How Did Gibson Dunn, Perkins Coie and Lowenstein Sandler Get Duped by a 20-Something Who Claimed to Be a Heiress?

Anna Sorokin, charged with grand larceny for alleged multiple thefts totaling $275,000, appears in New York State Supreme Court, in New York, Tuesday, Oct. 30, 2018. (Photo: Richard Drew/AP)

Anna Sorokin, aka Anna Delvey, allegedly bilked banks, credit card providers, hotels and travel companies out of $275,000 in an audacious tale of grift that may soon be showcased on competing HBO and Netflix shows.

But first Sorokin is going on trial in New York. And in the lead-up to her day in state court, papers filed by the Manhattan DA's office show that Gibson, Dunn & Crutcher, Lowenstein Sandler and Perkins Coie were also victims of her deceit. Detailing alleged "uncharged bad acts," the filings say Sorokin owes $160,000 in fees to Perkins Coie, $65,000 to Gibson Dunn, and $30,000 to Lowenstein Sandler.

In part of their grand larceny case against Sorokin, prosecutors hoped to show jurors that Sorokin had also deceived some of the country's most sophisticated law firms as part of a pattern of lying for financial gain.

They focused on the example of Gibson Dunn, where, according to New York magazine, white-collar co-chairman Joel Cohen and real estate partner Andy Lance were duped into taking her as a client.

"Again and again, defendant lied to Gibson Dunn, telling them she had sent payment by wire, when in fact she had not," the DA's office asserted. "Defendant did so to induce Gibson Dunn to continue working for her, often sowing confusion by claiming the wire would take two to three days to arrive in New York."

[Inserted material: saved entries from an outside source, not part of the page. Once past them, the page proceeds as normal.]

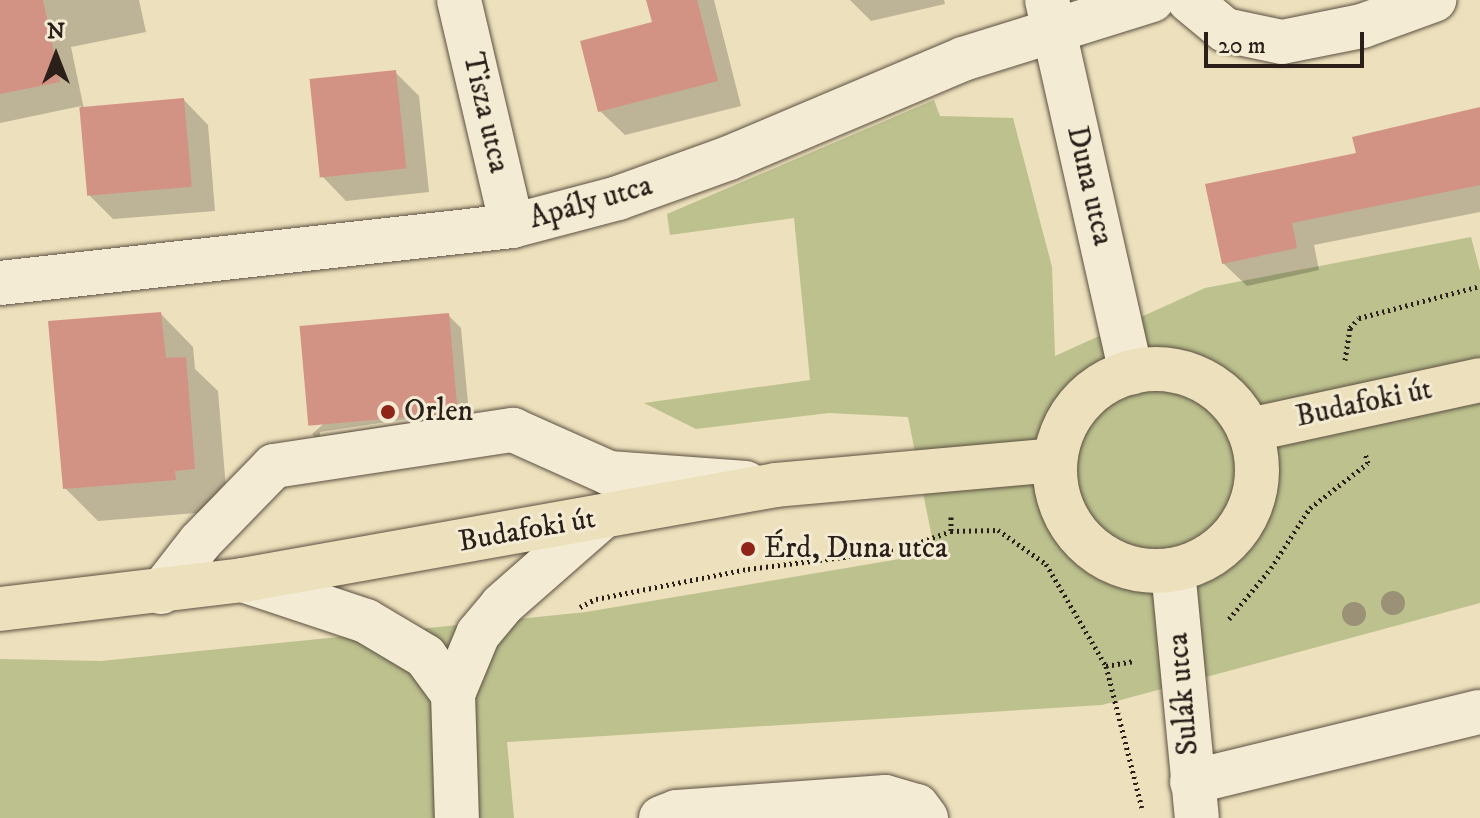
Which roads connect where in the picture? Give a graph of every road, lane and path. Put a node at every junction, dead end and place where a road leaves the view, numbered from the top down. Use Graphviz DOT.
graph roads {
  1 [pos="459,0"];
  2 [pos="1152,0"];
  3 [pos="1189,0"];
  4 [pos="1434,0"];
  5 [pos="1050,14"];
  6 [pos="512,226"];
  7 [pos="0,283"];
  8 [pos="1480,286"];
  9 [pos="1341,371"];
  10 [pos="1131,373"];
  11 [pos="1480,380"];
  12 [pos="1249,430"];
  13 [pos="1362,442"];
  14 [pos="1055,460"];
  15 [pos="951,469"];
  16 [pos="776,485"];
  17 [pos="601,518"];
  18 [pos="951,531"];
  19 [pos="1173,570"];
  20 [pos="243,580"];
  21 [pos="161,592"];
  22 [pos="0,609"];
  23 [pos="572,611"];
  24 [pos="1225,633"];
  25 [pos="453,694"];
  26 [pos="1480,712"];
  27 [pos="1195,800"];
  28 [pos="457,818"];
  29 [pos="661,818"];
  30 [pos="926,818"];
  31 [pos="1145,818"];
  1 -- 6 [label="street, Tisza utca"];
  2 -- 5 [label="street, Apály utca"];
  3 -- 4 [label="street"];
  5 -- 6 [label="street, Apály utca"];
  5 -- 10 [label="street, Duna utca"];
  6 -- 7 [label="street, Apály utca"];
  8 -- 9 [label="path"];
  10 -- 12 [label="main road"];
  10 -- 14 [label="main road"];
  11 -- 12 [label="main road, Budafoki út"];
  12 -- 19 [label="main road"];
  13 -- 24 [label="path"];
  14 -- 15 [label="main road, Budafoki út"];
  14 -- 19 [label="main road"];
  15 -- 16 [label="main road, Budafoki út"];
  15 -- 18 [label="path"];
  16 -- 17 [label="main road, Budafoki út"];
  16 -- 21 [label="street"];
  17 -- 20 [label="main road, Budafoki út"];
  17 -- 25 [label="street"];
  18 -- 23 [label="path"];
  18 -- 31 [label="path"];
  19 -- 27 [label="street, Sulák utca"];
  20 -- 21 [label="main road, Budafoki út"];
  20 -- 25 [label="street"];
  21 -- 22 [label="main road, Budafoki út"];
  25 -- 28 [label="street"];
  26 -- 27 [label="street"];
  29 -- 30 [label="street"];
}
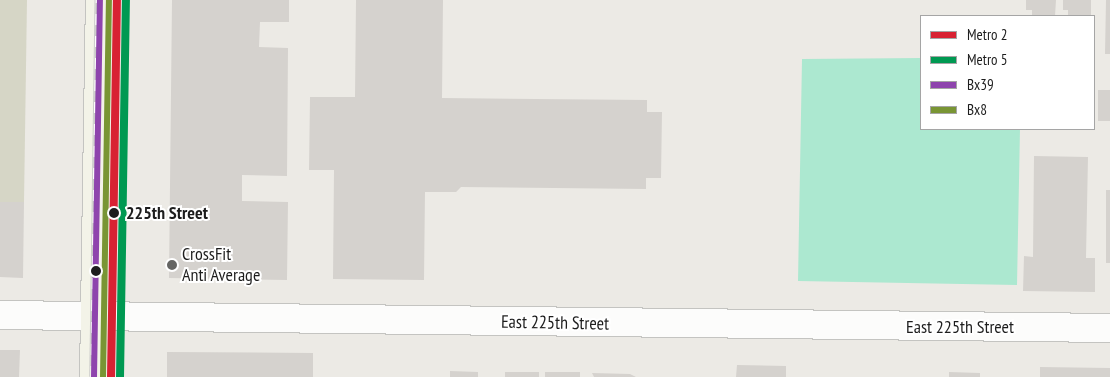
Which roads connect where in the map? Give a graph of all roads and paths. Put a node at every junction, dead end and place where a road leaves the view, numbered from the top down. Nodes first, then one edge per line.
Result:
1 (100, 0) edge
2 (0, 315) edge
3 (95, 316) junction
4 (1110, 328) edge
5 (94, 377) edge

1 - 3 main road
2 - 3 street, East 225th Street
3 - 4 street, East 225th Street
3 - 5 main road

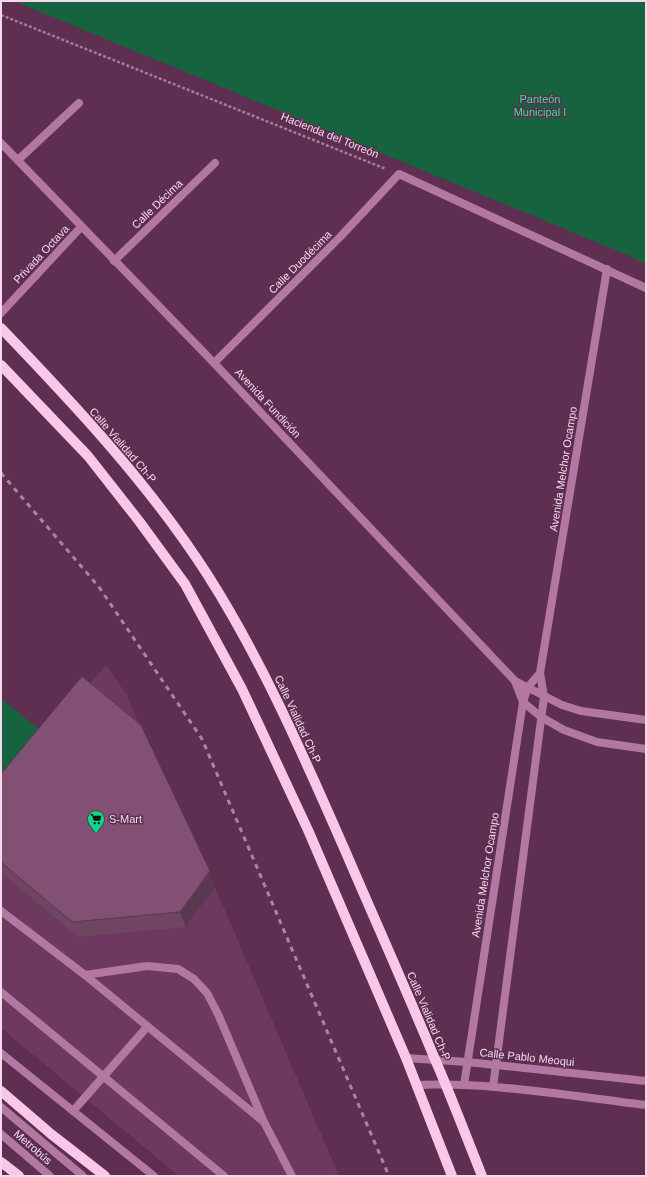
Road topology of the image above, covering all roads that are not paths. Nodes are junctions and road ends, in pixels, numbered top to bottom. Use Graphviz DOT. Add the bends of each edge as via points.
graph roads {
  1 [pos="80,103"];
  2 [pos="1,143"];
  3 [pos="18,160"];
  4 [pos="215,163"];
  5 [pos="81,227"];
  6 [pos="114,261"];
  7 [pos="607,269"];
  8 [pos="646,288"];
  9 [pos="1,313"];
  10 [pos="1,328"];
  11 [pos="214,363"];
  12 [pos="1,365"];
  13 [pos="540,673"];
  14 [pos="515,681"];
  15 [pos="528,687"];
  16 [pos="544,696"];
  17 [pos="523,702"];
  18 [pos="541,717"];
  19 [pos="646,720"];
  20 [pos="646,749"];
  21 [pos="1,911"];
  22 [pos="84,975"];
  23 [pos="1,992"];
  24 [pos="147,1027"];
  25 [pos="1,1053"];
  26 [pos="406,1058"];
  27 [pos="435,1059"];
  28 [pos="467,1062"];
  29 [pos="495,1065"];
  30 [pos="103,1075"];
  31 [pos="646,1081"];
  32 [pos="444,1084"];
  33 [pos="416,1085"];
  34 [pos="464,1085"];
  35 [pos="493,1087"];
  36 [pos="1,1091"];
  37 [pos="646,1105"];
  38 [pos="1,1107"];
  39 [pos="73,1110"];
  40 [pos="264,1122"];
  41 [pos="1,1134"];
  42 [pos="1,1162"];
  43 [pos="19,1176"];
  44 [pos="50,1176"];
  45 [pos="83,1176"];
  46 [pos="105,1176"];
  47 [pos="154,1176"];
  48 [pos="224,1176"];
  49 [pos="292,1176"];
  50 [pos="452,1176"];
  51 [pos="482,1176"];
  1 -- 3 [label="street"];
  2 -- 3 [label="street, Avenida Fundición"];
  3 -- 5 [label="street, Avenida Fundición"];
  4 -- 6 [label="street, Calle Décima"];
  5 -- 6 [label="street, Avenida Fundición"];
  5 -- 9 [label="street, Privada Octava"];
  6 -- 11 [label="street, Avenida Fundición"];
  7 -- 8 [label="street"];
  7 -- 11 [label="street, Calle Duodécima" via="400,174"];
  7 -- 13 [label="street, Avenida Melchor Ocampo"];
  10 -- 27 [label="main road, Calle Vialidad Ch-P" via="108,443 159,506 207,574 240,629 326,808"];
  11 -- 14 [label="street, Avenida Fundición"];
  12 -- 26 [label="main road" via="88,456 185,584 249,703 308,830"];
  13 -- 15 [label="street, Avenida Melchor Ocampo"];
  13 -- 16 [label="street, Avenida Melchor Ocampo"];
  14 -- 15 [label="street, Avenida Fundición"];
  14 -- 17 [label="street, Avenida Fundición"];
  15 -- 16 [label="street, Avenida Fundición"];
  15 -- 17 [label="street, Avenida Melchor Ocampo"];
  16 -- 18 [label="street, Avenida Melchor Ocampo"];
  16 -- 19 [label="street, Avenida Fundición" via="581,711"];
  17 -- 18 [label="street"];
  17 -- 28 [label="street, Avenida Melchor Ocampo"];
  18 -- 20 [label="street" via="578,736 597,742"];
  18 -- 29 [label="street, Avenida Melchor Ocampo"];
  21 -- 22 [label="street"];
  22 -- 24 [label="street"];
  22 -- 40 [label="street" via="147,966 178,969 194,979 207,993 218,1014"];
  23 -- 30 [label="street"];
  24 -- 30 [label="street"];
  24 -- 40 [label="street"];
  25 -- 39 [label="street"];
  26 -- 27 [label="street, Calle Pablo Meoqui"];
  26 -- 33 [label="main road"];
  27 -- 28 [label="street, Calle Pablo Meoqui"];
  27 -- 32 [label="main road, Calle Vialidad Ch-P"];
  28 -- 29 [label="street, Calle Pablo Meoqui"];
  28 -- 34 [label="street, Avenida Melchor Ocampo"];
  29 -- 31 [label="street, Calle Pablo Meoqui"];
  29 -- 35 [label="street, Avenida Melchor Ocampo"];
  30 -- 39 [label="street"];
  30 -- 48 [label="street"];
  32 -- 33 [label="street"];
  32 -- 34 [label="street"];
  32 -- 51 [label="main road, Calle Vialidad Ch-P"];
  33 -- 50 [label="main road"];
  34 -- 35 [label="street"];
  35 -- 37 [label="street"];
  36 -- 46 [label="main road"];
  38 -- 45 [label="street"];
  39 -- 47 [label="street"];
  40 -- 49 [label="street"];
  41 -- 44 [label="street, Metrobús"];
  42 -- 43 [label="main road"];
}
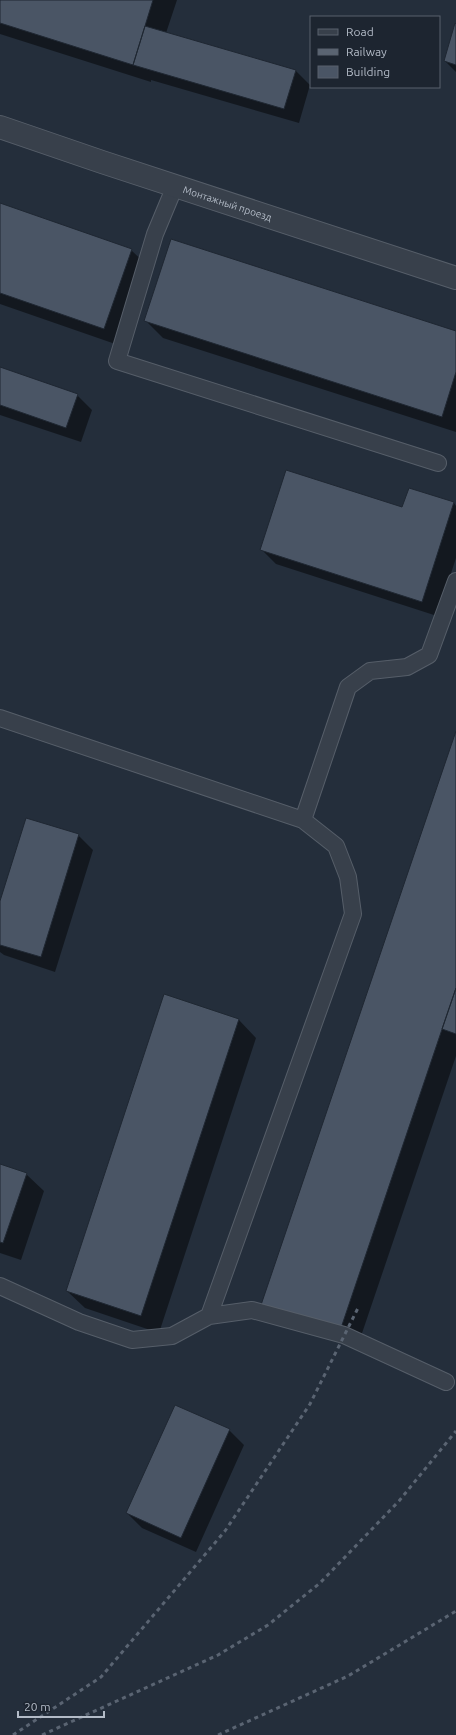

Sorokin never paid the firm "a dime," prosecutors said, and they said she likely pulled the same scheme with Perkins Coie, which also represented her as she tried to secure financing to rent a 45,000-square-foot building on Park Avenue South. (The government can't say so for sure, as the firm has fought subpoena requests.)

In New York State Supreme Court on Wednesday, Sorokin's attorney Todd Spodek persuaded a judge that the testimony was too prejudicial to admit at trial. Jury selection in the case began Wednesday and continues Thursday. Sorokin has pleaded not guilty to charges that include grand larceny, attempted grand larceny and theft of services.

But even if jurors won't be exposed to these unpaid bills, they beg the question: How did three major law firms get taken in by a 20-something who claimed to be a German heiress, to the point they collectively lost over a quarter-million dollars in fees?

"Law firms tend to be very sophisticated in the practice of law, but in many senses, how they're run as businesses, they are Neanderthals," said Adam Smith Esq. partner Janet Stanton.

Her colleague Bruce MacEwan added that while there's appropriately an expectation to lavish care over legal responsibilities, "being detail-oriented in a client engagement is somehow beneath the lawyers."

One solution is to give business development professionals greater control over client intake. New York magazine reported that Gibson Dunn's Lance filled out the firm's new-client-intake form, which included checking boxes that Sorokin had the resources to pay and would not embarrass the firm. There was no indication that the process received any additional vetting, and the firm did not respond to a request for comment.

(Lowenstein Sandler also remained silent, while Perkins Coie declined to comment.)

MacEwan and Stanton also pin the blame on an increasingly debated but long-entrenched element of law-firm infrastructure: origination credit. A recent ALM Intelligence survey of 47 firms in the Am Law 200 found that 83 percent track origination credit. In the vast majority of these firms, originations dwarf collections, profitability metrics and billable hours in their impact on compensation.

But MacEwan and Stanton, along with others, have argued that tying partners' compensation to the clients they bring into the firm can send perverse incentives.

"There are some clients—whether or not they're grifters—that would potentially cause lots of conflicts, or be in a practice the firm should not be building," Stanton said.

There's also a debate about how long origination credits should remain active, not that it matters to Sorokin's onetime lawyers. Credit for her business is just as valuable in the long term as it turned out to be in the short run: worthless.